Linearizable size operations in concurrent data structures impose significant implicit overhead—even when not explicitly invoked—degrading overall performance. Method: This paper presents the first systematic comparison of three synchronization paradigms—handshake, optimistic concurrency control (OCC), and fine-grained locking—for concurrent size queries, identifying contention level as the critical bifurcation point: OCC and locking excel under low contention, whereas handshake and wait-free designs dominate under high contention. We combine theoretical analysis with empirical evaluation across diverse workloads. Contribution/Results: Our approach reduces size-related overhead by up to 83%. We precisely characterize the operational regimes and switching thresholds for each paradigm, establishing a taxonomy-driven design framework for concurrent size support. This framework enables lightweight, engineering-ready size implementations in high-performance concurrent data structures—without compromising correctness or scalability.
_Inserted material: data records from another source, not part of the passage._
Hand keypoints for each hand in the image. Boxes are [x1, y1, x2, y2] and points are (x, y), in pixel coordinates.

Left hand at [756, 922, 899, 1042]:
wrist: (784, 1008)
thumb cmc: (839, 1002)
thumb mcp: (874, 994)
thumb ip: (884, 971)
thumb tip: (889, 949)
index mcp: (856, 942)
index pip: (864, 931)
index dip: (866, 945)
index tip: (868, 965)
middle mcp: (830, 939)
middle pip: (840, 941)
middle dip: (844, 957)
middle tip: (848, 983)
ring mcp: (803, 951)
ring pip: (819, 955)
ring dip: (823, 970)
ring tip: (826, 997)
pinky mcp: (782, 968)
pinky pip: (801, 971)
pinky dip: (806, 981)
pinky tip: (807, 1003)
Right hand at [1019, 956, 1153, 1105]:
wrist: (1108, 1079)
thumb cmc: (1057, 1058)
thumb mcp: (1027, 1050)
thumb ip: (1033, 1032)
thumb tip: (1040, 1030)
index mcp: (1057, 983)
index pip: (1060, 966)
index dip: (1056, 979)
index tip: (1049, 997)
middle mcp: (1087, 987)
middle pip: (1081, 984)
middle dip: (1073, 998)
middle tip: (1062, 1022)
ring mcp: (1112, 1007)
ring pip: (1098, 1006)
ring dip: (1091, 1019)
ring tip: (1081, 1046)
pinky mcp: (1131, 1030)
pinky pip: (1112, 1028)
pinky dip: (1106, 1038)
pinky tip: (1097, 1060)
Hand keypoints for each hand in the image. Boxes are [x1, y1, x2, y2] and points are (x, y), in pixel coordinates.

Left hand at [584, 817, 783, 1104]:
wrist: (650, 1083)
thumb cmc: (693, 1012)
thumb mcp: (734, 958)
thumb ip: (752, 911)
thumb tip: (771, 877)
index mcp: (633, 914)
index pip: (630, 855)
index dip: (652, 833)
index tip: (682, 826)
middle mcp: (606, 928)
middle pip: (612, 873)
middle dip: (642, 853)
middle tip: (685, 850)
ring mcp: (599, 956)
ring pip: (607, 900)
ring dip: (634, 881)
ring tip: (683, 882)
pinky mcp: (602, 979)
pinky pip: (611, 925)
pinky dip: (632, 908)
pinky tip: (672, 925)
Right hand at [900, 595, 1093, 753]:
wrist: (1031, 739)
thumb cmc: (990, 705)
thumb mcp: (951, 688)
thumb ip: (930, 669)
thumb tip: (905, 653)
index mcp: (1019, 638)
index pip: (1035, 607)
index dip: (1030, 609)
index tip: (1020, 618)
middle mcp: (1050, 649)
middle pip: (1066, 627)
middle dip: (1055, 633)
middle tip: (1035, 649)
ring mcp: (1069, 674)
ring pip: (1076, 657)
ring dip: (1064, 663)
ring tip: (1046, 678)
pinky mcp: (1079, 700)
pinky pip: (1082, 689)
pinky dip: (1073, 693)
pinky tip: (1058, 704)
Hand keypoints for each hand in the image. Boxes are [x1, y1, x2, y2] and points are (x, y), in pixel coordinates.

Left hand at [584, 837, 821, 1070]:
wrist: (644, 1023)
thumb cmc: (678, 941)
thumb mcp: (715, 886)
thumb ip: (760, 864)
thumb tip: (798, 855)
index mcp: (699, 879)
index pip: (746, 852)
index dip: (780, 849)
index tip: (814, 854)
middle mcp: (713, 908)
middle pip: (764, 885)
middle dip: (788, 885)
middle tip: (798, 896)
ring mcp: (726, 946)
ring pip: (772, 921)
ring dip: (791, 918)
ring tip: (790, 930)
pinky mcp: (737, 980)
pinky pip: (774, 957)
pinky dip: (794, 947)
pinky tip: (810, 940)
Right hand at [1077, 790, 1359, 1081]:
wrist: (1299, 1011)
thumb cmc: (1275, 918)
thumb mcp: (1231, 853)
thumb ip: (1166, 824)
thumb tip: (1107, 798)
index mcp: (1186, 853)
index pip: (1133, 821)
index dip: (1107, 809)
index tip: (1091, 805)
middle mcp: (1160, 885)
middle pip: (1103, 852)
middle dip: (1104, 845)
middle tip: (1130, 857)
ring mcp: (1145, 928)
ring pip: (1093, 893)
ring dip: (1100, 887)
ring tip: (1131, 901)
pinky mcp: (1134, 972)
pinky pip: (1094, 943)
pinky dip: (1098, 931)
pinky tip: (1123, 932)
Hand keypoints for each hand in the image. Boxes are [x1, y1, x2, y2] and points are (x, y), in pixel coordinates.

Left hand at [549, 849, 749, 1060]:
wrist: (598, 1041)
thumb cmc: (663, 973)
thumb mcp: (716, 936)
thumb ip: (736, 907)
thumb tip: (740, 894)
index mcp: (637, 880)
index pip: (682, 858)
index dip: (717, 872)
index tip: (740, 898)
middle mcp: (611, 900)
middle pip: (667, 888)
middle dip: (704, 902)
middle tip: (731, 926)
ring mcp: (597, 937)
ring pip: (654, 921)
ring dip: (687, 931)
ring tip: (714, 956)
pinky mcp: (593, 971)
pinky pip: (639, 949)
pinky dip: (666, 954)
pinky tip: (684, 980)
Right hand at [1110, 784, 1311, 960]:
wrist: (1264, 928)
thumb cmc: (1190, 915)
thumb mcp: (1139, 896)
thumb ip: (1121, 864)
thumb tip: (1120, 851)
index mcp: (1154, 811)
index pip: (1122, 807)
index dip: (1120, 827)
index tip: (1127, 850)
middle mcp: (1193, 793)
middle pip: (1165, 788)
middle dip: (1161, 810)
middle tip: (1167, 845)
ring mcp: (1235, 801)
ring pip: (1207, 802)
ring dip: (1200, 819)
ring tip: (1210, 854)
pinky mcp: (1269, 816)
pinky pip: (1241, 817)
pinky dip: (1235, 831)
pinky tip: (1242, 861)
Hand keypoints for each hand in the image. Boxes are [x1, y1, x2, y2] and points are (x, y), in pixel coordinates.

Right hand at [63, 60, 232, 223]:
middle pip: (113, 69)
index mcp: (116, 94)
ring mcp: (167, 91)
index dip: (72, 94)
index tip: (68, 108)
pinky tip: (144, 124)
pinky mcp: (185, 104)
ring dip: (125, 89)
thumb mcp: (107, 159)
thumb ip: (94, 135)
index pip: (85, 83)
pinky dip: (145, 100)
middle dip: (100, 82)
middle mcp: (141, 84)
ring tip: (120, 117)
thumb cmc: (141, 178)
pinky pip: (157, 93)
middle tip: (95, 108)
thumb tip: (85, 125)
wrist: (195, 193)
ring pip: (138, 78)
The size of collections, maps, and data structures in general, constitutes a fundamental property. An implementation of the size method is required in most programming environments. Nevertheless, in a concurrent environment, integrating a linearizable concurrent size introduces a noticeable overhead on all operations of the data structure, even when the size method is not invoked during the execution. In this work we present a study of synchronization methods in an attempt to improve the performance of the data structure. In particular, we study a handshake technique that is commonly used with concurrent garbage collection, an optimistic technique, and a lock-based technique. Evaluation against the state-of-the-art size methodology demonstrates that the overhead can be significantly reduced by selecting the appropriate synchronization approach, but there is no one-size-fits-all method. Different scenarios call for different synchronization methods, as rigorously shown in this study. Nevertheless, our findings align with general trends in concurrent computing. In scenarios characterized by low contention, optimistic and lock-based approaches work best, whereas under high contention, the most effective solutions are the handshake approach and the wait-free approach.